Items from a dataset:

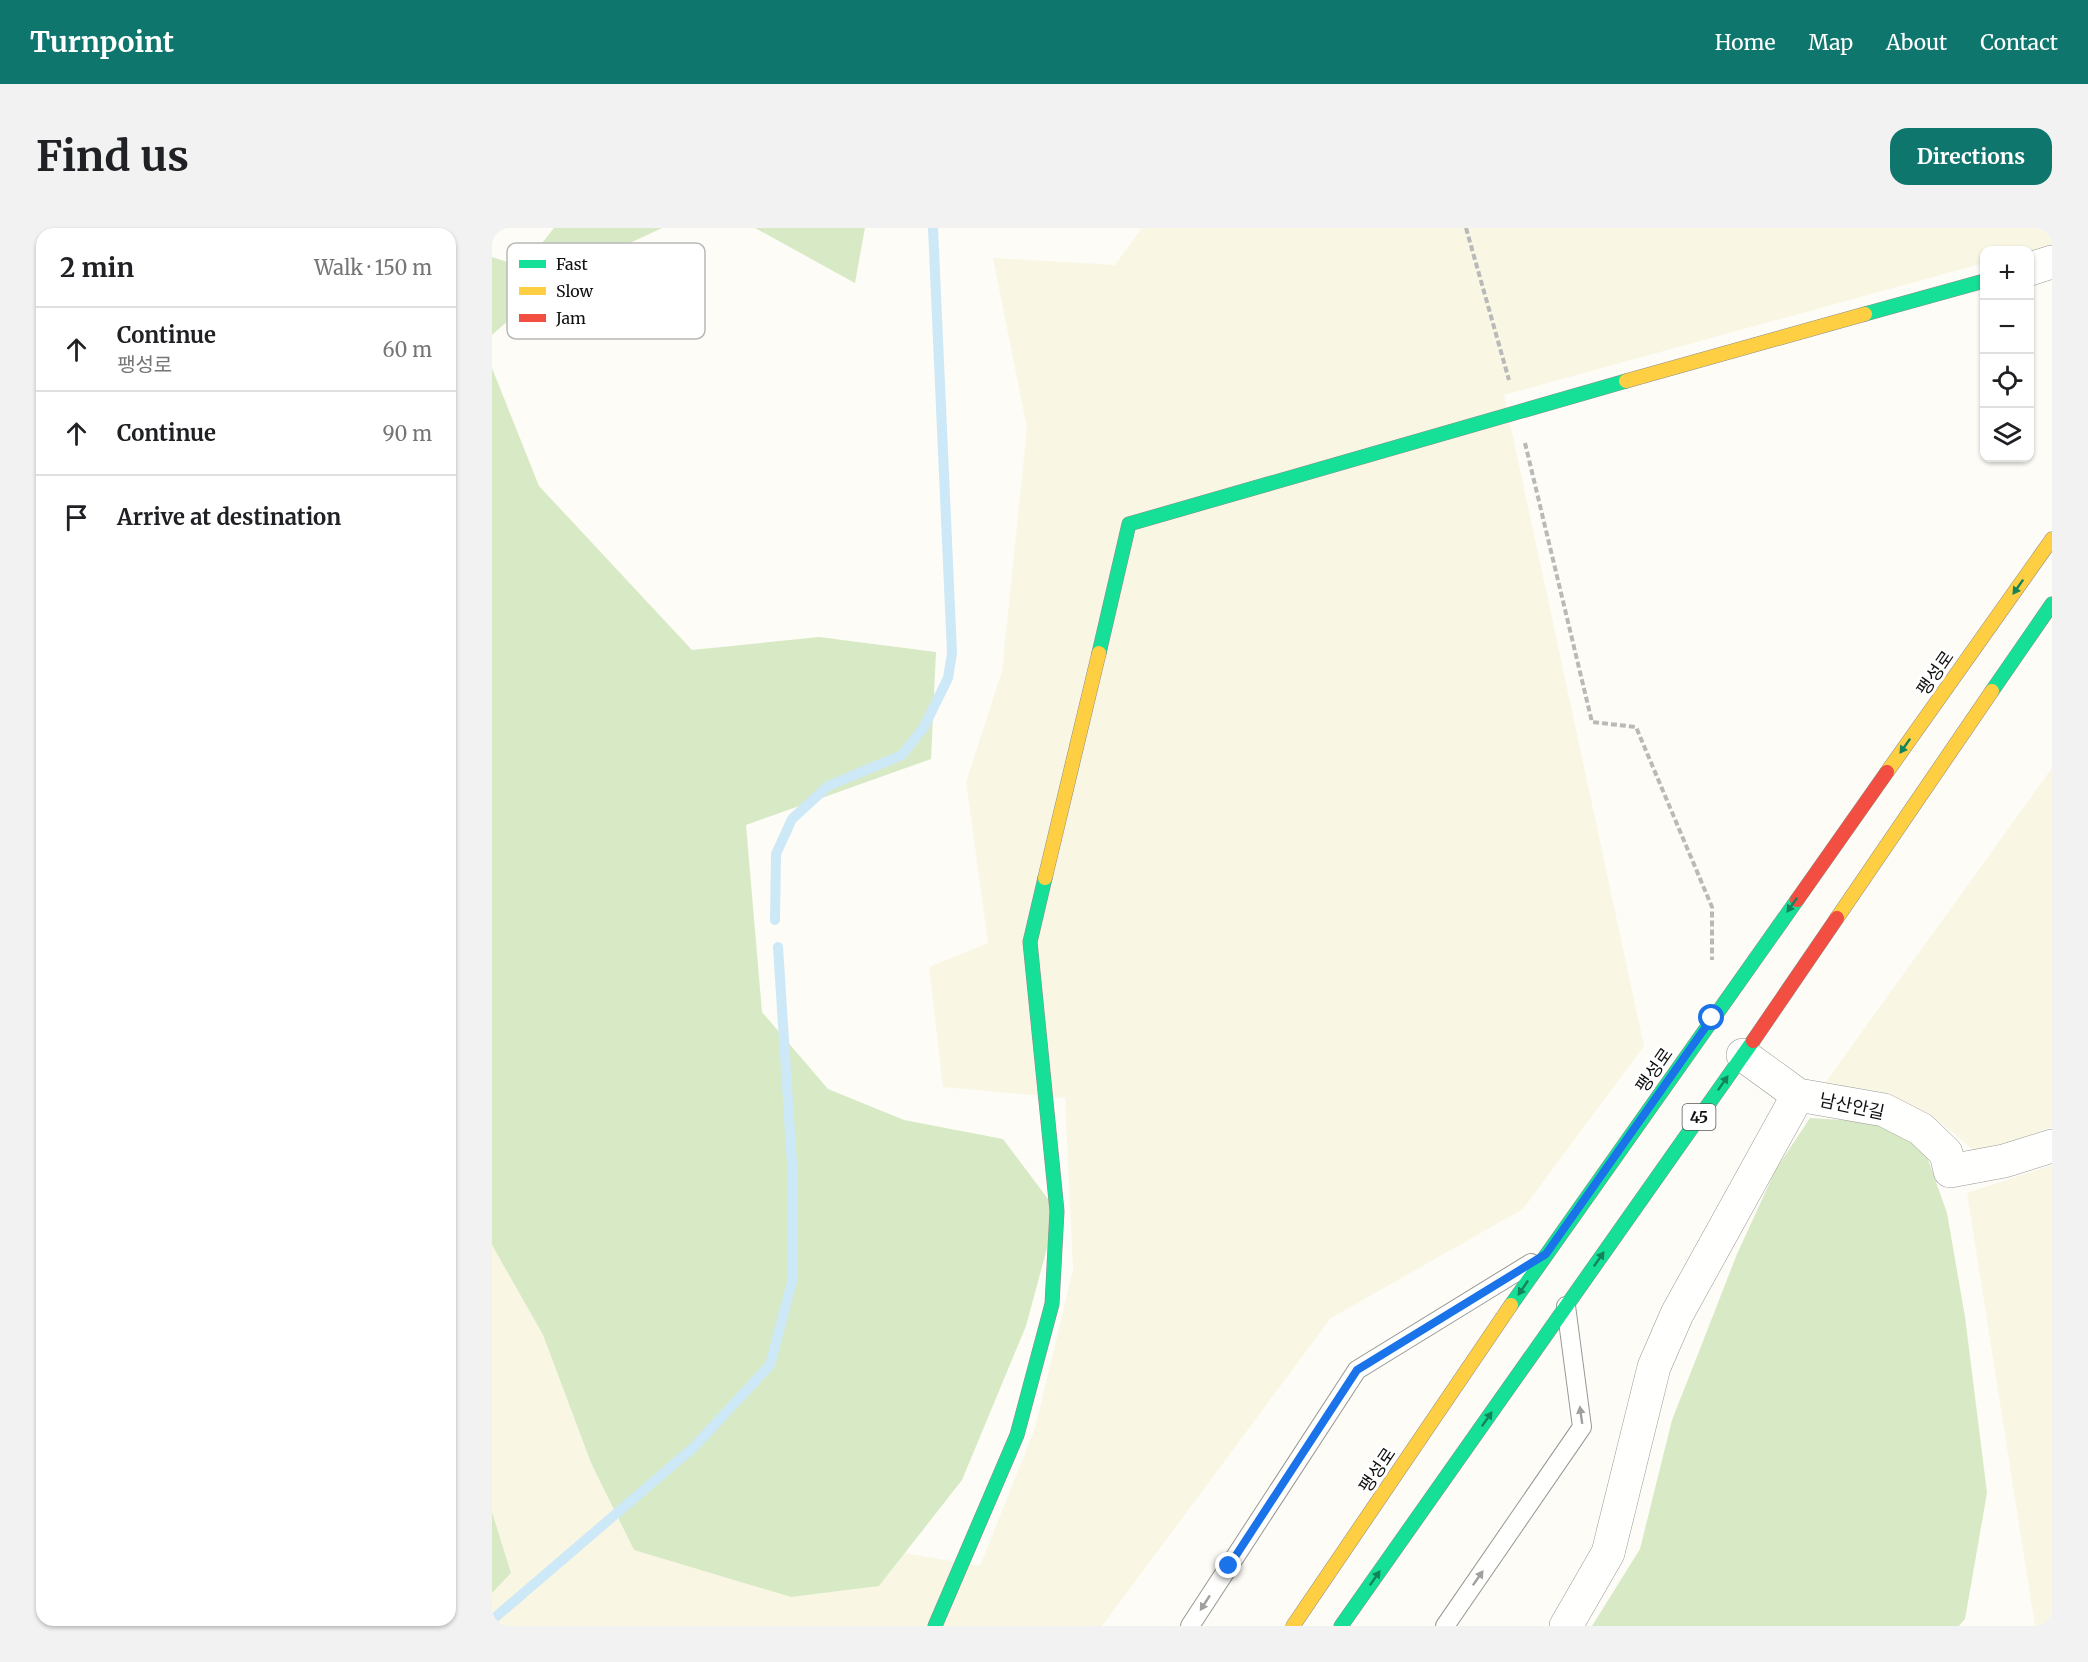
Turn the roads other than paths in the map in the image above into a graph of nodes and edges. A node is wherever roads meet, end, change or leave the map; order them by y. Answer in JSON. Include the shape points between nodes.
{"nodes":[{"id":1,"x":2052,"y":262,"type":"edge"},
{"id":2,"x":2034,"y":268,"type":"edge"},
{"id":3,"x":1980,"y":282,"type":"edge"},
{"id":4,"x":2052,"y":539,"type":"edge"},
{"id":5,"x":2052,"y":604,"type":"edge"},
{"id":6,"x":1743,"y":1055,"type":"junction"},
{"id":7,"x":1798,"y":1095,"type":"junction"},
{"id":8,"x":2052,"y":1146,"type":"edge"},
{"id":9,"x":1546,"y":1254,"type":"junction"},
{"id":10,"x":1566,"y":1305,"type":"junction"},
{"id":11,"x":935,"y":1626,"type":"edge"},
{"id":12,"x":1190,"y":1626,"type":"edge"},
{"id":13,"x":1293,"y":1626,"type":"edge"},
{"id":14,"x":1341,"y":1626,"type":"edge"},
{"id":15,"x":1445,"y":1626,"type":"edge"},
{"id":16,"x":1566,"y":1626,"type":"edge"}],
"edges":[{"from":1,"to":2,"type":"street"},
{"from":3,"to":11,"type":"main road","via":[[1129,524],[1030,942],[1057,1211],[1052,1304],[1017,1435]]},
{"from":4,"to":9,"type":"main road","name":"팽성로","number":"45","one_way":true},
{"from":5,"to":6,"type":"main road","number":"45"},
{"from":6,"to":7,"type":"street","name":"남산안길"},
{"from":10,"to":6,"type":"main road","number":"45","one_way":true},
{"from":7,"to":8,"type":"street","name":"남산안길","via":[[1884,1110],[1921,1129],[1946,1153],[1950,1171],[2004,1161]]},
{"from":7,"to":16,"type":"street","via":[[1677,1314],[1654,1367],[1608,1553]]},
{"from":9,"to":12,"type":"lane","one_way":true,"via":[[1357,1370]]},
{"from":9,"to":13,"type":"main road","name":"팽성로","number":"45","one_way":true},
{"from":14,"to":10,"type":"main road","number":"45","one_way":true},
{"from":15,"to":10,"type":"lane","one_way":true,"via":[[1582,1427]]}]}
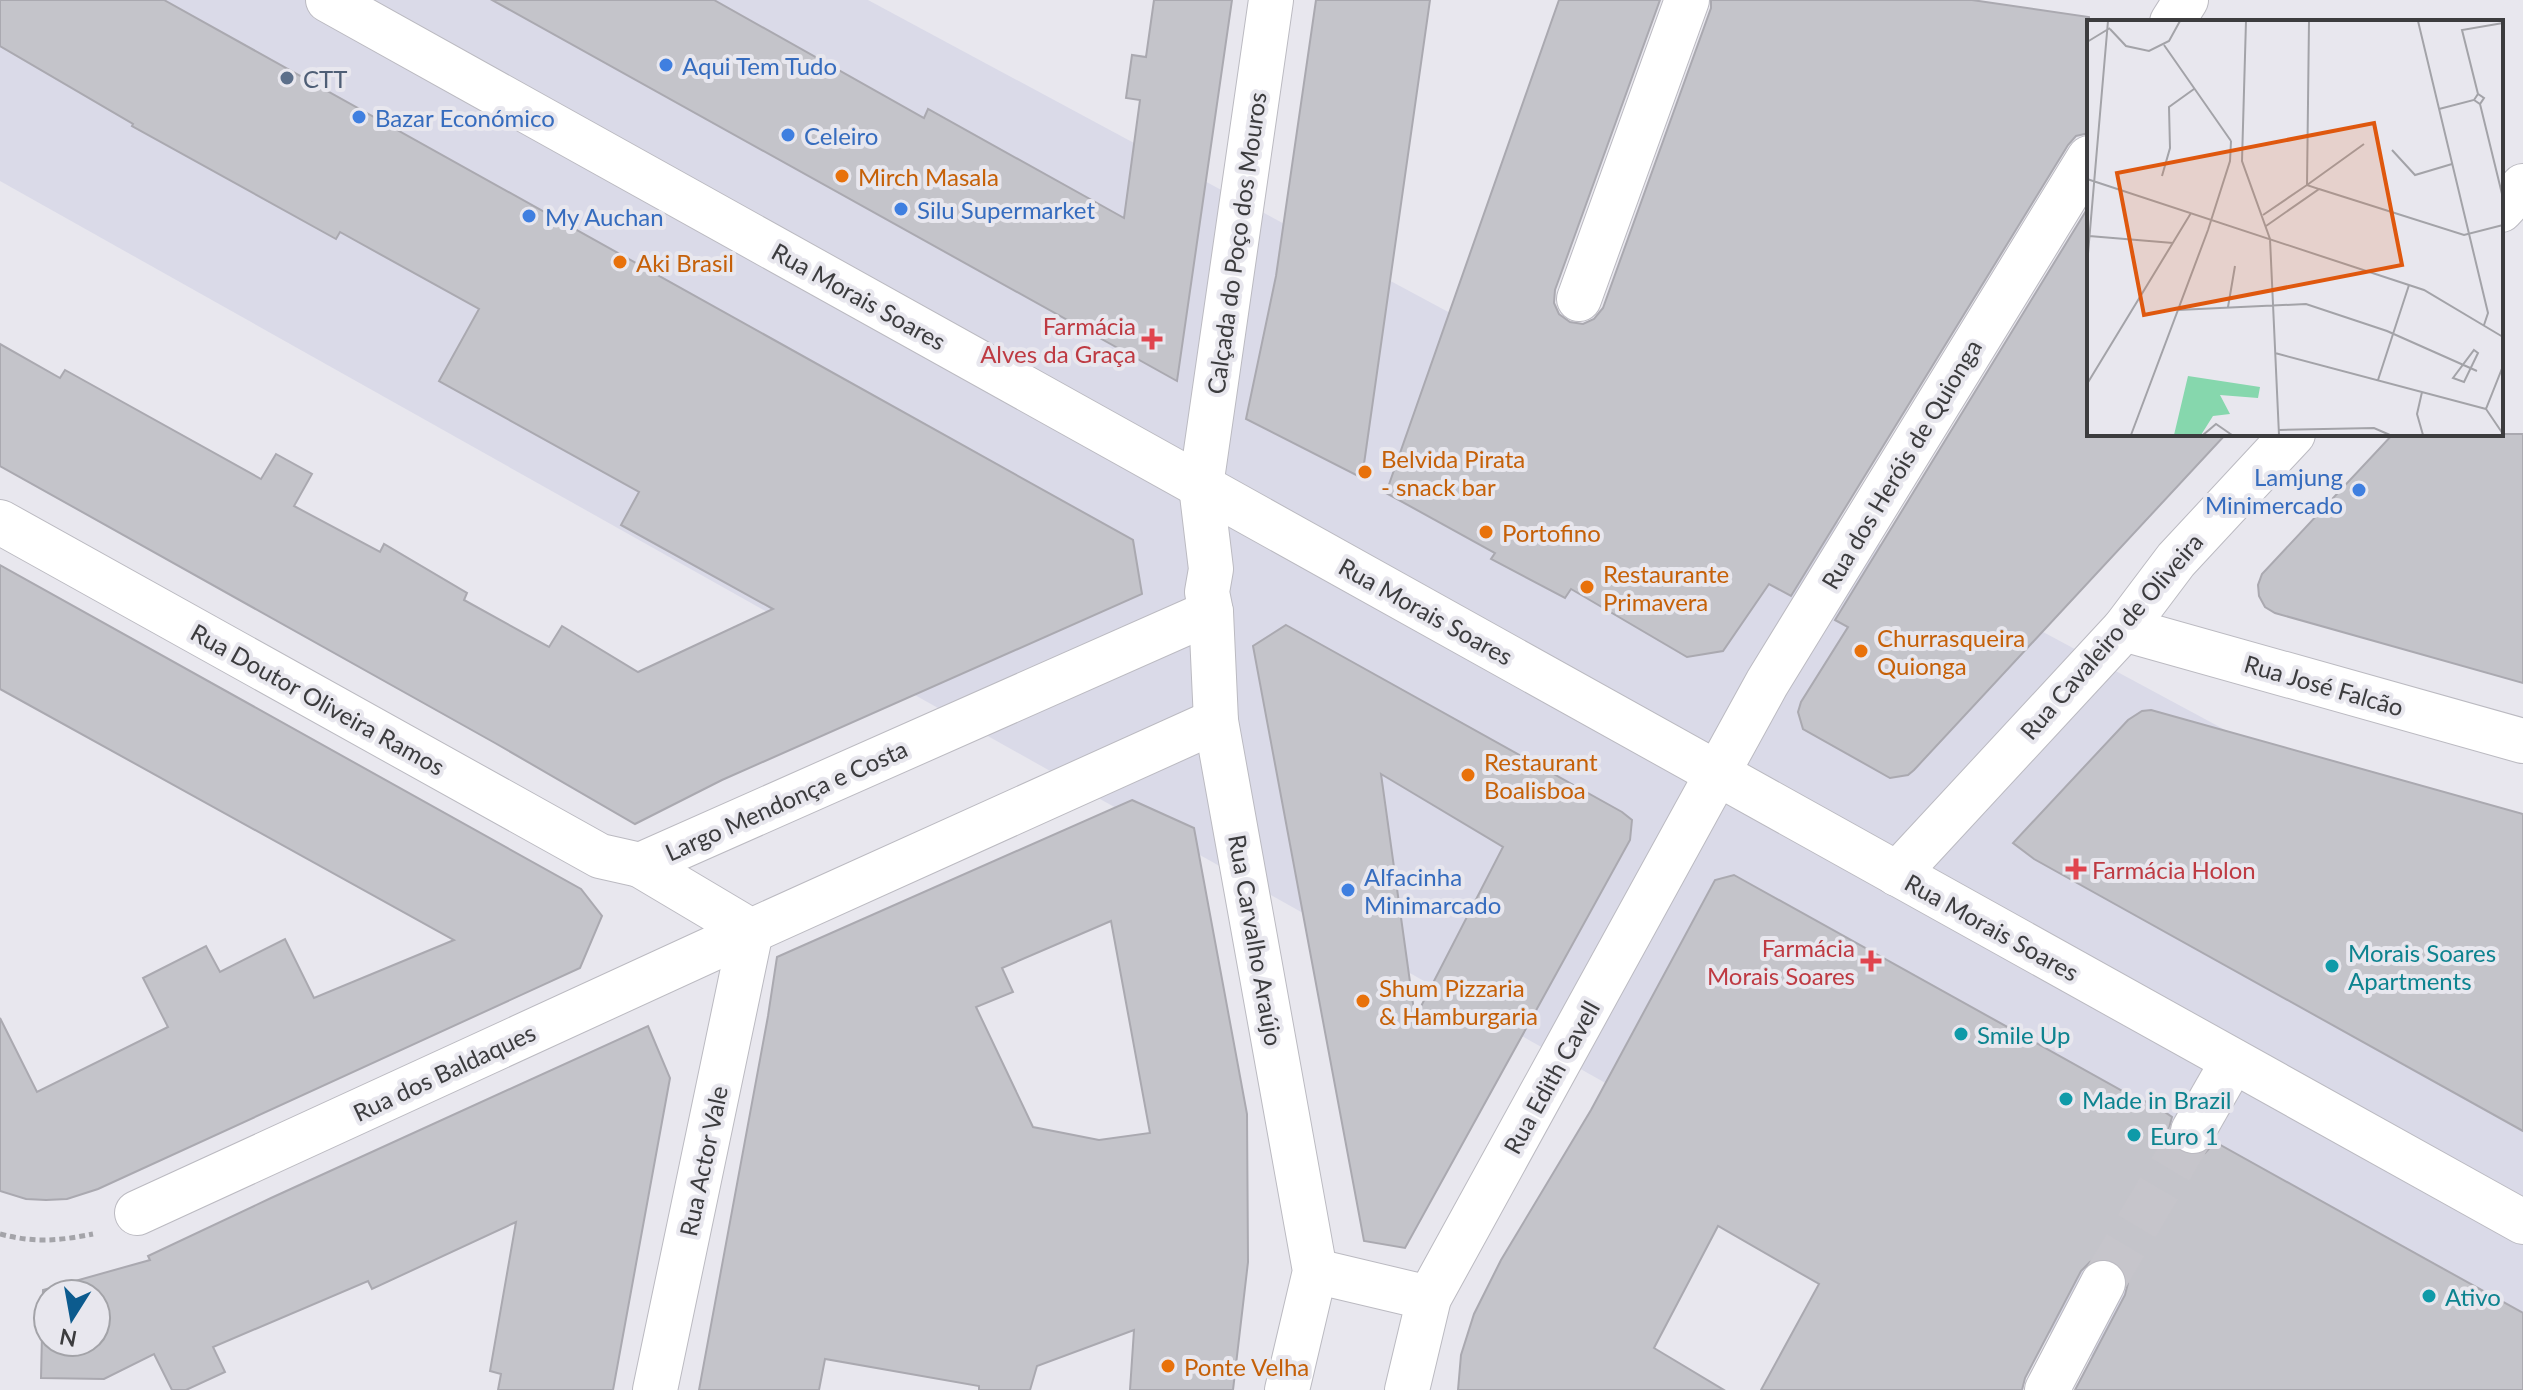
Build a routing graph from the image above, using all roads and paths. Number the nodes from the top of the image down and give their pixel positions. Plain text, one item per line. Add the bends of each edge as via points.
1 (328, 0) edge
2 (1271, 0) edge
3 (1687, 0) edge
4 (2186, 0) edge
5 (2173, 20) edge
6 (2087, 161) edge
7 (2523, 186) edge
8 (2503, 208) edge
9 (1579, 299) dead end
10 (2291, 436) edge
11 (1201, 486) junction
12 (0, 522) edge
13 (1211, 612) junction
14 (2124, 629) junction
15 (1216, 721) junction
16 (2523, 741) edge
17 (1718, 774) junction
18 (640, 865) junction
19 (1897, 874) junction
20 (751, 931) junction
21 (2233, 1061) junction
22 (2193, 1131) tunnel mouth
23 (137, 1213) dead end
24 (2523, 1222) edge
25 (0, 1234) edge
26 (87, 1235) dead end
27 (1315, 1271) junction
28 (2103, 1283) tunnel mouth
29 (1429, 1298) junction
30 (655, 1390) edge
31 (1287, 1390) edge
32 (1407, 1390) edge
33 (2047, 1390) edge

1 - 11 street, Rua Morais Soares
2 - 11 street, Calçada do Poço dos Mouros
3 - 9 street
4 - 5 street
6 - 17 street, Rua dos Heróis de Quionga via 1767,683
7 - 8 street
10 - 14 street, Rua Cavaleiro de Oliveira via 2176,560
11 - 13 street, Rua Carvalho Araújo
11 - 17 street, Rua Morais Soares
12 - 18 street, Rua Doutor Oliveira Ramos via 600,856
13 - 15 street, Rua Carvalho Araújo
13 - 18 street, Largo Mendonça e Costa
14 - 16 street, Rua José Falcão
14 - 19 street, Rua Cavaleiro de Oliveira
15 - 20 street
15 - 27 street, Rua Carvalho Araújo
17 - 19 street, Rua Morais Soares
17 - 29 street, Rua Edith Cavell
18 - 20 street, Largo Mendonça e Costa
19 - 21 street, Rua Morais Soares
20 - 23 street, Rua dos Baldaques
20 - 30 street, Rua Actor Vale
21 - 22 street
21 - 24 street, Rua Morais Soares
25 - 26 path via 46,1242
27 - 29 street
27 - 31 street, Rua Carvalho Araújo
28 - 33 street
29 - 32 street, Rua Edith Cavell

→ BRIEF
Go line by line through the data, copying each one that contains the word "Cavaleiro".

→ ANSWER AREA
10 - 14 street, Rua Cavaleiro de Oliveira via 2176,560
14 - 19 street, Rua Cavaleiro de Oliveira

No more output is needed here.